Financial Wellness

Transferring Wealth

It's Just Not Something We Talk About

We've done the best we can to teach our children well — from table etiquette to values to the importance of family and community. Yet one area that we may not have mastered is preparing them as beneficiaries, or as recipients of a vast intergenerational wealth transfer.

The United States is on the cusp of the largest wealth transfer in the country's history: about $40 trillion will be handed down to the next generation by 2050. The oldest baby boomers are turning 75 in 2021 giving the Generation X population, the 66 million Americans born between 1965 and 1980, a huge responsibility to manage. And, these heirs may not have the relationships in place to manage this asset transfer.

It's a Delicate Subject

Most parents avoid discussing inheritance plans with their children. In fact, nearly half (46%) of benefactors had not done so in a UBS Wealth Management survey of more than 2,800 high-net-worth investors.

Why? Twenty-seven percent said they don't want their children to feel entitled to wealth. Thirty-two percent said they don't want their offspring to count on an inheritance.

These are valid concerns — ones that come standard when we discuss finances and estate planning. However, these concerns should serve as opportunities.

The authors of Executors, Trustees & Beneficiaries, Vic Preisser and Vanessa Terzian, make the point that while parents may devote hundreds of legal and accounting hours preparing their assets for transfer, they seldom spend the same amount of time preparing their heirs to receive and manage those same assets — the solid foundation for becoming good beneficiaries.

How to prepare your beneficiaries

Part of your responsibility is to progressively prepare your beneficiaries to assume their inheritance. Key success factors include education, communication and credibility.


Experts believe that many families spend a lot of time earning and accumulating wealth, but not enough time preparing their kids for how to manage it later in life.

Supplying financial literacy tools is an effective way to work with the next generation. Most financial and investment institutions offer basic to advanced sessions — from discussing college finances to mortgages to estates and wills.

Including heirs on financial decisions is also useful — from saving to spending to donating. Conversations should focus on why each action is taken, and its pros and cons.


Traditionally, the emphasis on wealth transfer has been placed on the asset when just as much attention should be placed on establishing, maintaining, and communicating family financial values.

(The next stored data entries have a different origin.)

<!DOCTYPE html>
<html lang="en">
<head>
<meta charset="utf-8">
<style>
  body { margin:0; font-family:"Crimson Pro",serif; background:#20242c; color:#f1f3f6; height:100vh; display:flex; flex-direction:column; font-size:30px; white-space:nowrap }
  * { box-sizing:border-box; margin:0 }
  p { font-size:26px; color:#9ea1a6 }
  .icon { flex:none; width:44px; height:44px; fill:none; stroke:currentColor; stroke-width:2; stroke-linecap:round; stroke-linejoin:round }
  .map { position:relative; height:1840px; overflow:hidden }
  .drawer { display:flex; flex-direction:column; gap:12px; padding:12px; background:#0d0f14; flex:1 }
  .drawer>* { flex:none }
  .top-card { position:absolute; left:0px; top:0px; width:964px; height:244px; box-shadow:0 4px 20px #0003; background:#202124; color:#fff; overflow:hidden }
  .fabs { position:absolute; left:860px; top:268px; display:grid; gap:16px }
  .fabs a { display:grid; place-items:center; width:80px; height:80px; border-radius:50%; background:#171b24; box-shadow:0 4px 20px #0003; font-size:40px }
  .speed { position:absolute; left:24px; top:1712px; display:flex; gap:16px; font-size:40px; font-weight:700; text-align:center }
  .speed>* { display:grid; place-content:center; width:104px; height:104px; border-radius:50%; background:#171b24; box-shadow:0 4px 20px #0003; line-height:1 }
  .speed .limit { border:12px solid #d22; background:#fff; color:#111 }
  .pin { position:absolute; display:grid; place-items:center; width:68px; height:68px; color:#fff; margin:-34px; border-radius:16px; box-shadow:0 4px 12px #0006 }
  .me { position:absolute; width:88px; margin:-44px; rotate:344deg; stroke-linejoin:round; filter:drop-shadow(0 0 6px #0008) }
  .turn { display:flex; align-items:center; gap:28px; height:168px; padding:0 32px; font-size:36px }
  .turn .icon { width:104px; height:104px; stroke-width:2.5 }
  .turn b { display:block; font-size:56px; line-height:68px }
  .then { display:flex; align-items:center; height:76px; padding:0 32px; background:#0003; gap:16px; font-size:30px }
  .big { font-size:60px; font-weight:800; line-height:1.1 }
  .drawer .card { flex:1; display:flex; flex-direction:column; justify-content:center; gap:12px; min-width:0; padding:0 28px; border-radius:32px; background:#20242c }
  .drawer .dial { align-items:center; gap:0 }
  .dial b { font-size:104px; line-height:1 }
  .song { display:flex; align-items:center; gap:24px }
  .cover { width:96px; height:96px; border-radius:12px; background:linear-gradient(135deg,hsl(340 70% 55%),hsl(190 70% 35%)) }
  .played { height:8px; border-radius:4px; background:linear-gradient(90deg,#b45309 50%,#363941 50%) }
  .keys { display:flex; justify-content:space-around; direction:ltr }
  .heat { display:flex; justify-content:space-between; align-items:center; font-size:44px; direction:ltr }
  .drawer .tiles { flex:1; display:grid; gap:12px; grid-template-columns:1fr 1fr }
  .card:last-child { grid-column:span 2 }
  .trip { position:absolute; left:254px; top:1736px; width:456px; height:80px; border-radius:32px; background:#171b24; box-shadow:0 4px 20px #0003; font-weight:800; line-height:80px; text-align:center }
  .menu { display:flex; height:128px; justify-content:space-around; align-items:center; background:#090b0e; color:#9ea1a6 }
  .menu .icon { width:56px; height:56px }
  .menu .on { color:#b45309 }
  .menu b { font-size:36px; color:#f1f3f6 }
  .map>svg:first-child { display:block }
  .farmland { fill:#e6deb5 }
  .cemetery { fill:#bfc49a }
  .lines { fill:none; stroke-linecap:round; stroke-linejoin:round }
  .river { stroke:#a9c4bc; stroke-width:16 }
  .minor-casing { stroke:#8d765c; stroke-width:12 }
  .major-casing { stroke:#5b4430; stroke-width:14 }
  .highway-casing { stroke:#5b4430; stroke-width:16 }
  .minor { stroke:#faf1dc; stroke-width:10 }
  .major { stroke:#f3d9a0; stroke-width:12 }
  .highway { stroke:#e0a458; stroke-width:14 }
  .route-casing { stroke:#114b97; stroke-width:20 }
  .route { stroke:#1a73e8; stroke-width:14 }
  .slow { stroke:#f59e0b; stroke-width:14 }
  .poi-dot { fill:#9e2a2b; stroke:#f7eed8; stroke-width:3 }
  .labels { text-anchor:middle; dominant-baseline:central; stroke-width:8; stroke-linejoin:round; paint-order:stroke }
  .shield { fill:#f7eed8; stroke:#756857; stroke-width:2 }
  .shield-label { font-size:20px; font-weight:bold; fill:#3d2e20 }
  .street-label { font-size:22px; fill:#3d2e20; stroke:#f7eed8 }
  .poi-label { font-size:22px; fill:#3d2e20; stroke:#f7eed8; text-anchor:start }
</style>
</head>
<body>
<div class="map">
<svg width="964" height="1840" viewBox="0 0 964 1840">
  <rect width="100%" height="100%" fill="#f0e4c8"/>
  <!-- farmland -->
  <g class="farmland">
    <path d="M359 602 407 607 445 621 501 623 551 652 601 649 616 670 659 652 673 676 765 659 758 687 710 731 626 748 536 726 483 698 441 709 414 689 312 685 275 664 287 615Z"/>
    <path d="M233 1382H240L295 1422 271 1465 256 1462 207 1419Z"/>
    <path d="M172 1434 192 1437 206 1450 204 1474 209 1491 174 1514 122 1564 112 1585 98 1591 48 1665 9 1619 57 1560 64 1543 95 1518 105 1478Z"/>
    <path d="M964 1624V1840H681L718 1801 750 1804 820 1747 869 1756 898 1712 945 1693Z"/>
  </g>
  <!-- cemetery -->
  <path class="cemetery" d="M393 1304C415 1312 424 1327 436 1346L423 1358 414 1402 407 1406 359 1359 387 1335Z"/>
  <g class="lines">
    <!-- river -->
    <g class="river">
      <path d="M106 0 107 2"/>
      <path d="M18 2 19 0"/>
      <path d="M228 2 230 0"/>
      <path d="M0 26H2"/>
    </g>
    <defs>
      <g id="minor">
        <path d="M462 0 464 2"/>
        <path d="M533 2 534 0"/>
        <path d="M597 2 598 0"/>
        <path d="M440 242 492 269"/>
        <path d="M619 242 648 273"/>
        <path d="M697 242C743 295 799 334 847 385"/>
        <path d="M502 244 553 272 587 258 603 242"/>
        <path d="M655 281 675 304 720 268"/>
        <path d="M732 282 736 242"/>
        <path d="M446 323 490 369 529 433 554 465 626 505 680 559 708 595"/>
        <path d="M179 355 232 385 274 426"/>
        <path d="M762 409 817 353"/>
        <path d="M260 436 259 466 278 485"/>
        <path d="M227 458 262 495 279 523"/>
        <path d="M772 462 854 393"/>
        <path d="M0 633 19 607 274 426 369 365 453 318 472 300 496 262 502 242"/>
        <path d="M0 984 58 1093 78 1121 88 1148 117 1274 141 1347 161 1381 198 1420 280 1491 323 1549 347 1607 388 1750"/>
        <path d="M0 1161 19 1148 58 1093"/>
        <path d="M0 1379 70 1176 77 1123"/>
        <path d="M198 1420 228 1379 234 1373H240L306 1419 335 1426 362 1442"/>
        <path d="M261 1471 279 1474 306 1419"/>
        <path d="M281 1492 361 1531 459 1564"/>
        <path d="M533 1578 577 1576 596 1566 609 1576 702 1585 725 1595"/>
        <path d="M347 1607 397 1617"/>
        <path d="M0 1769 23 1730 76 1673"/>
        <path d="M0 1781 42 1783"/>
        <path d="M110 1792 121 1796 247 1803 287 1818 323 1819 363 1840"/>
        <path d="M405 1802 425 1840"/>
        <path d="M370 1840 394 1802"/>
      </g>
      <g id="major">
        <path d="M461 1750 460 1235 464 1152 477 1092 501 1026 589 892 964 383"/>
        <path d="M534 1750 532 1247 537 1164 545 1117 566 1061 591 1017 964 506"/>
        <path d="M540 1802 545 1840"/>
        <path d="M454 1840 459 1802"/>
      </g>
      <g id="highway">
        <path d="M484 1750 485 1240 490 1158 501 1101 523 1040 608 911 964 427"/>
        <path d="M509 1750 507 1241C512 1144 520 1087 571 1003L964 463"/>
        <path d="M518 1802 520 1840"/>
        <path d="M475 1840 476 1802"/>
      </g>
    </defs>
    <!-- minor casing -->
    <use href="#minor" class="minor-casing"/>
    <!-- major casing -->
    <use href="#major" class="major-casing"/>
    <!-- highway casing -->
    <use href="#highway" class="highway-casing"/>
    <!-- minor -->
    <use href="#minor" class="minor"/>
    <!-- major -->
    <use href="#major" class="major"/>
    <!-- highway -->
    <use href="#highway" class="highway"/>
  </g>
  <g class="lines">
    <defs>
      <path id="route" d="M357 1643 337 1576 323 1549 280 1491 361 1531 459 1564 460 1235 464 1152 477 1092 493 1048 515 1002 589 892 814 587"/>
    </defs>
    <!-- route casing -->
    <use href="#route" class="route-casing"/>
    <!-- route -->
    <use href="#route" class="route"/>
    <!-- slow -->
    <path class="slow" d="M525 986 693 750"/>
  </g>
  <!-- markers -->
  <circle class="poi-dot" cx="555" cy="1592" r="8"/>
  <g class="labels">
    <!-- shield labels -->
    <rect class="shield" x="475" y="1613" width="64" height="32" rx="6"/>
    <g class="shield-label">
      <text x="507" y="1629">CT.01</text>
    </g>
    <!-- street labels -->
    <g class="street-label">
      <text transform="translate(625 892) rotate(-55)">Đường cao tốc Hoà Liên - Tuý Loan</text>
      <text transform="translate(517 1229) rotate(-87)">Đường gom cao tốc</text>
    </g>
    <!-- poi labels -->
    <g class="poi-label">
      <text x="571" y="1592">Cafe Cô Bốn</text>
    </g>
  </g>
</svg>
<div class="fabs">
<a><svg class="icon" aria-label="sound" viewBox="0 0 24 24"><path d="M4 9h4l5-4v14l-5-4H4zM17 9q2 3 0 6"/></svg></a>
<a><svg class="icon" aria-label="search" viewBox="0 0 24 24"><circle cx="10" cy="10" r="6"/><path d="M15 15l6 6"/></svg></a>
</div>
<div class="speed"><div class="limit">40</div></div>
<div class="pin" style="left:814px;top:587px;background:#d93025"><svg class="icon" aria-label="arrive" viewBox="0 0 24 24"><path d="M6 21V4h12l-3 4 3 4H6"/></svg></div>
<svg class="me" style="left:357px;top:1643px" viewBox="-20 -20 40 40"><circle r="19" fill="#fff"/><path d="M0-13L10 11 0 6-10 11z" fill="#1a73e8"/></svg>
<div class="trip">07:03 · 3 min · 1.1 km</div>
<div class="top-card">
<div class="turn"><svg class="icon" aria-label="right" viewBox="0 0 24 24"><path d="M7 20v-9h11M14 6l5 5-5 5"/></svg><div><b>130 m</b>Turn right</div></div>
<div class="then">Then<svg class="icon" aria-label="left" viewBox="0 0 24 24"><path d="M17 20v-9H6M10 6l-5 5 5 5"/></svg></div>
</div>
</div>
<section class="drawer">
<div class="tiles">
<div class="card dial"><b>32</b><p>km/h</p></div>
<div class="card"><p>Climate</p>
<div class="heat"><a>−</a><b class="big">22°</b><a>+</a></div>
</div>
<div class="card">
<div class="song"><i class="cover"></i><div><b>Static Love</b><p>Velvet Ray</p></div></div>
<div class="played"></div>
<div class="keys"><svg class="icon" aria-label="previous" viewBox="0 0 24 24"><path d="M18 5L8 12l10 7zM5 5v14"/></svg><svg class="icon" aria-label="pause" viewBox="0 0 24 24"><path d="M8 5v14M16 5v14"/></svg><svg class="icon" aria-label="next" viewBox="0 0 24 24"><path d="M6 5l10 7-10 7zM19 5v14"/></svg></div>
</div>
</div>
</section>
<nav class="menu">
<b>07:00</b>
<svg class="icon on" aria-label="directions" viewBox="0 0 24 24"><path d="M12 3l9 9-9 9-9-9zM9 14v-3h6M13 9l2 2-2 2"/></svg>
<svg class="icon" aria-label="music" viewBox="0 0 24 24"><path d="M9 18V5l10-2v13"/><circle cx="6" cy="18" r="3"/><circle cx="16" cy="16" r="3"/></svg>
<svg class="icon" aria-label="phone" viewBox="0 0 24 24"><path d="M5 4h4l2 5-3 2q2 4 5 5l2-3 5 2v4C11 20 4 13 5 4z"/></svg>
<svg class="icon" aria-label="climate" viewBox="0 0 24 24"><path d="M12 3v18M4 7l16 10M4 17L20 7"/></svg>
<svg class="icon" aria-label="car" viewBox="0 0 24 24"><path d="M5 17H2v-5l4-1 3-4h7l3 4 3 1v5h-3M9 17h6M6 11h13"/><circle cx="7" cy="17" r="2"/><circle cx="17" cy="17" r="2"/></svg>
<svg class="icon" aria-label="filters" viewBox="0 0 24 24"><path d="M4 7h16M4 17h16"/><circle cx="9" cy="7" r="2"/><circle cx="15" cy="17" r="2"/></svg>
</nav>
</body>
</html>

Wealth advisors encourage clients to discuss inheritance plans with their spouses and children — especially adult children. With age comes the risk for diminished cognitive capacity. It is important to share your plans, expectations and knowledge. Family meetings allow heirs to learn about your expectations.

Don't make the assumption that everyone knows how you want things to be handled. Work together to prepare a full and complete financial plan for the future should you be out of the picture. Emphasize how and where attention should be placed.


Credibility must be passed on from generation to generation in the form of introductions.

We must allow our trusted relationships to expand and include our heirs. Introduce your children to those you trust and those institutions you have a relationship with.

Time and time again, we see heirs close accounts and request a check without knowing what to do with the money or where to deposit funds. It is especially disheartening to see beneficiaries close existing accounts not realizing they are eligible to retain or open new accounts with CEFCU.

Beneficiaries become frustrated because they don't have an existing relationship with CEFCU and do not have instructions on what to do. For many, they lack the relationship and experience. Simply, they haven't been given proper instructions or introductions to maintain a beneficial relationship with long-time trusted financial institutions.

It's no secret that Generation Xers transact business differently than Baby Boomers. They prefer to establish or challenge a relationship over email. They often invest in a brick-and-mortar-less organization via the web. They can easily sign off on a sizeable amount of funds without considerations to your preference simply because they don't know any better.

Share Your Relationship with Us

In turn, we as your trusted financial institution have a responsibility in this relationship, too. Be it as a joint account member or in many cases a power of attorney or beneficiary, we must provide the right educational portals, services and technology during necessary times to establish key relationships.

So far, we've done well. We have Financial Wellness, our online library of articles customized to educate our members. We have online technology to access accounts, open and fund a new account, apply for a consumer or real estate loan, move your funds to and from another financial institution, and deposit a check from your smartphone — all the services that have become expected these days.

And, of course, CEFCU has a rock solid reputation, undisputed security and stability, and provides a trusted relationship — one that you should share with your loved ones. We are here to help during difficult times or special circumstances. When confronted with these situations, you and your heirs will discover just how valuable this personal advantage is for your financial future.

Preisser, Vic, and Vanessa Terzian, Executors, Trustees & Beneficiaries. Pasadena: Institute for Preparing Heirs®, 2016.